For more mental health tips and information, visit https://GrantHalliburton.org
If you only have literally ONE MINUTE to calm and get centered, consider the following: these are great to use preventatively to avoid a meltdown.
- Pause – Just stop what you are doing. Stop moving, stop talking. Stop. Just stop.
- Check in – Notice and name sensations you are feeling in your body, i.e. “My neck is tight, my shoulders are hunched, my stomach is in knots….
- Admit – Say out loud how you are feeling “I’m scared and I’m about to lose it!” “I’m feeling angry and I’m about to blow my stack!”
- Breathe – Breathe in slowly for a count of four to eight and out for a count of four to eight. Do this at least four times.
- Make space – Pull your attention back and notice all the space around you.
- Drink water – Stand up and drink a full glass of water slowly.
- Look around – Say out loud ten objects you see around you, i.e. “green paint, yellow bowl, red rug, colorful painting…”
- Outside – Walk outside for a minute and breathe in the fresh air.
- Make contact – If another adult is around make eye contact or ask for a word of validation.

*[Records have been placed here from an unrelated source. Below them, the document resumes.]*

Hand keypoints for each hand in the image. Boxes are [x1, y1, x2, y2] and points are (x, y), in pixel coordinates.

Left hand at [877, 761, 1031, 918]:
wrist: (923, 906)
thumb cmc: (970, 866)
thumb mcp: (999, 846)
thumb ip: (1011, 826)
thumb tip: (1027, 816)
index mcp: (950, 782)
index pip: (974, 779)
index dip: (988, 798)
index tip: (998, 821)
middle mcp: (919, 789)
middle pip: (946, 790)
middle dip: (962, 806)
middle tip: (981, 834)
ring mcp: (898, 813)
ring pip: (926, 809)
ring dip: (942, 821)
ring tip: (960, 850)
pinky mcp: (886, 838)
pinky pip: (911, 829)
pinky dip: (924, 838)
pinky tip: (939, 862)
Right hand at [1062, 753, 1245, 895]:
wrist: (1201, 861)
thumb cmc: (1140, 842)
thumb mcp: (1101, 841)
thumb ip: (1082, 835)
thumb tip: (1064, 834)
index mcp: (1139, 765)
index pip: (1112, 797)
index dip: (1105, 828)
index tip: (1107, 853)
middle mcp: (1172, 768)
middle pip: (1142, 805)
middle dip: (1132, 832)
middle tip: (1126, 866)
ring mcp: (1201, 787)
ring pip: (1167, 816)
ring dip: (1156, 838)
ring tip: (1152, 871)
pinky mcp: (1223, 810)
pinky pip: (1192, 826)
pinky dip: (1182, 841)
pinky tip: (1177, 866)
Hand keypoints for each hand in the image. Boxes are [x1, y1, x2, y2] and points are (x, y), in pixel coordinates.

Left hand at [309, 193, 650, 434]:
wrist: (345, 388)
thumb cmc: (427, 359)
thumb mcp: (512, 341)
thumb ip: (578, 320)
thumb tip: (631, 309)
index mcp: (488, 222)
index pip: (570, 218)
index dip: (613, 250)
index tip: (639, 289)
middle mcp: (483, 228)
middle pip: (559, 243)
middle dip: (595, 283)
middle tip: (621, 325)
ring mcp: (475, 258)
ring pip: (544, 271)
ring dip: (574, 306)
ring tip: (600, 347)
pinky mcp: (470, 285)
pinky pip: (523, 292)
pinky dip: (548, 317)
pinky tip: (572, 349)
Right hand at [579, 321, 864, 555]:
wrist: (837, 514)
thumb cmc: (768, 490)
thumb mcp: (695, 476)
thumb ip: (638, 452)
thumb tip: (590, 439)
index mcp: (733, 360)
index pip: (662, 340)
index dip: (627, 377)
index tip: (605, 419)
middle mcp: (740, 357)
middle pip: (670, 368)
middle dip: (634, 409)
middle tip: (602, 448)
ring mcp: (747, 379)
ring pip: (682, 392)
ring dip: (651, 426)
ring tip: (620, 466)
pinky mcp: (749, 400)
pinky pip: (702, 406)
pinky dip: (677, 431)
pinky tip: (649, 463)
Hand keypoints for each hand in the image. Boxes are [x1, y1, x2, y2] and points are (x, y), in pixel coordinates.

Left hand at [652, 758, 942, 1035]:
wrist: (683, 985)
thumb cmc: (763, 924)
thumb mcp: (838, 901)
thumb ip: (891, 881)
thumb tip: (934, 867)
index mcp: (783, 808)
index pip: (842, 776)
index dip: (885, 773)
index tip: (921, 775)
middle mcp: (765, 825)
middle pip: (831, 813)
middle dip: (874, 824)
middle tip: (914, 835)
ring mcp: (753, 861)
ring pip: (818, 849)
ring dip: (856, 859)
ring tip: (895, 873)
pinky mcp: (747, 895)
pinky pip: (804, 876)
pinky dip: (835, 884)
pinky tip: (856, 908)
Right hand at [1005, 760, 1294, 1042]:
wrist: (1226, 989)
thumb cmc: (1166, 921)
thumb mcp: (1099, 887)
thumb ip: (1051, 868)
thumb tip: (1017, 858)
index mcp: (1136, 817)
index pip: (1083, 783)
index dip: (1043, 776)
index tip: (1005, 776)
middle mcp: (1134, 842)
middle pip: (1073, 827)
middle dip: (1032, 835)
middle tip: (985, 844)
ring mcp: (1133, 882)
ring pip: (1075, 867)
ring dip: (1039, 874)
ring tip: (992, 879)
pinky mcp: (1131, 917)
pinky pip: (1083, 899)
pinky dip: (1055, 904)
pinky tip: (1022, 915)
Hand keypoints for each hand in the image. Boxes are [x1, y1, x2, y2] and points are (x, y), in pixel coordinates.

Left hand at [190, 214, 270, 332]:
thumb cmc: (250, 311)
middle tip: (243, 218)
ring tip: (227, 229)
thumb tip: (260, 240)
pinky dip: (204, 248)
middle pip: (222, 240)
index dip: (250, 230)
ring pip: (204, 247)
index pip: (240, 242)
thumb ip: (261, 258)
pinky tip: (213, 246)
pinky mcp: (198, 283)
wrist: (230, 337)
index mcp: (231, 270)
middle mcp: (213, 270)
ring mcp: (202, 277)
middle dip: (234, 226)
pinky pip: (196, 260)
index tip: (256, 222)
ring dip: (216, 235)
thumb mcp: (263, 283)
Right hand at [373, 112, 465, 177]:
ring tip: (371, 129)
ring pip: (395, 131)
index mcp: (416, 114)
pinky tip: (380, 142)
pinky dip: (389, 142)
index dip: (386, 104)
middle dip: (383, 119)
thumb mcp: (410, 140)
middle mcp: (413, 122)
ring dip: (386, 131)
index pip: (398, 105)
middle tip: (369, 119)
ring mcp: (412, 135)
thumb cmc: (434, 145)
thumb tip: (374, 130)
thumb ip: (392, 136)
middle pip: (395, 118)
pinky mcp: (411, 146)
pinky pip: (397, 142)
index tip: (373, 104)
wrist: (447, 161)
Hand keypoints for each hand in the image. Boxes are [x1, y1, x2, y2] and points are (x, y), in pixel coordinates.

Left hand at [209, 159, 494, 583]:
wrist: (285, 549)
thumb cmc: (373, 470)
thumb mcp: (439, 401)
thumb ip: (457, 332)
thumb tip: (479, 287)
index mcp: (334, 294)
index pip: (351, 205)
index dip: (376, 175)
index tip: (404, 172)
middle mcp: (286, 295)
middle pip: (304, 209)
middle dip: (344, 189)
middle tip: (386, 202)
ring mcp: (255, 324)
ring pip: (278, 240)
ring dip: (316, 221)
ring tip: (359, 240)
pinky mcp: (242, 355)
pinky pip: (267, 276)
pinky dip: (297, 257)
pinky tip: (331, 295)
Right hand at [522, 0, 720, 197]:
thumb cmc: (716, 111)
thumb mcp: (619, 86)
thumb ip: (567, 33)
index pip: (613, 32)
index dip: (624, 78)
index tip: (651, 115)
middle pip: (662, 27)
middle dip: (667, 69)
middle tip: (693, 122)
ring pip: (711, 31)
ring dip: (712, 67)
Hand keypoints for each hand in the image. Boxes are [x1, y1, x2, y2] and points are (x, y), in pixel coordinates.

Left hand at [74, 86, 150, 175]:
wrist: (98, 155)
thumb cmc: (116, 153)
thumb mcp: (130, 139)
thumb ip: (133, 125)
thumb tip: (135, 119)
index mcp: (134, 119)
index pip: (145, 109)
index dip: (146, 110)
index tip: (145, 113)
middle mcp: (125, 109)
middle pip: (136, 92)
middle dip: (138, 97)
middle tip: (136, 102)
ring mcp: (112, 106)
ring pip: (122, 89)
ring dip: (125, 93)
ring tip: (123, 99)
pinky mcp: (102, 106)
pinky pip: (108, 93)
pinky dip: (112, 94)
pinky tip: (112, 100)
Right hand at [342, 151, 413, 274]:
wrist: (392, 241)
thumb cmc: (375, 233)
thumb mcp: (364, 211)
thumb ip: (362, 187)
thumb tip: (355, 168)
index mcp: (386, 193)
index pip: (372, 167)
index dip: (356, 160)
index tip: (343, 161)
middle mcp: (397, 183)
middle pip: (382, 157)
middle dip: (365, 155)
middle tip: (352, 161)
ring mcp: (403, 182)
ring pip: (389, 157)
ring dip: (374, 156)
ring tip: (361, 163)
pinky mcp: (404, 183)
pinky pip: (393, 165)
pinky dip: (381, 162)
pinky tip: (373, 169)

If you are only with your children or alone, look in the mirror and tell yourself you are safe and loved.
- Big Hug – Eye to eye, skin to skin, heart to heart. Hang on until one of you breathes a big sigh of relief. This can be with your family members safe in your home
- Set an intention – “I choose to feel (spacious, calm, easy, loving, playful…Add your own…
If you can plan, or pull aside for 10-30 minutes:
- Get Wet – Take a swim, hot shower or bath.
- Call a friend – Talk to an adult who can empathize and reflect with you and how you are feeling.
- Make tea – Make a cup of tea and sip it slowly.
- Move – Take a walk, do some yoga poses, do jumping jacks, run up and down the stairs…
- Eat – Make a healthy and yummy snack and savor it.
- Music – Put on your favorite music. If you feel inspired, dance a little bit!
- Pray/Meditate – Close your eyes, get still and connect with your inner being. Add your own…
If you can set aside 60 minutes or more,
- Date – With your mate or with family members – even play games together or online and have some fun! Spend some COVID-19 compliant adult time with people you love and/or respect.
- Exercise – Walk around the lake, take a yoga class, play tennis with a friend. Whatever brings you joy and gets you moving for at least an hour – make sure you honor COVID-19 social distancing safety measures.
- Movie – “Netflix and Chill” movie and get lost in a great story.
- Nap – Sleep whenever you can.
- Music – Listen/Watch a concert. Play an instrument. Listen to your favorite singer / group, etc. Study musical theory.
- Dance –many dance tutorials are available online. Watch and learn and learn to move!!!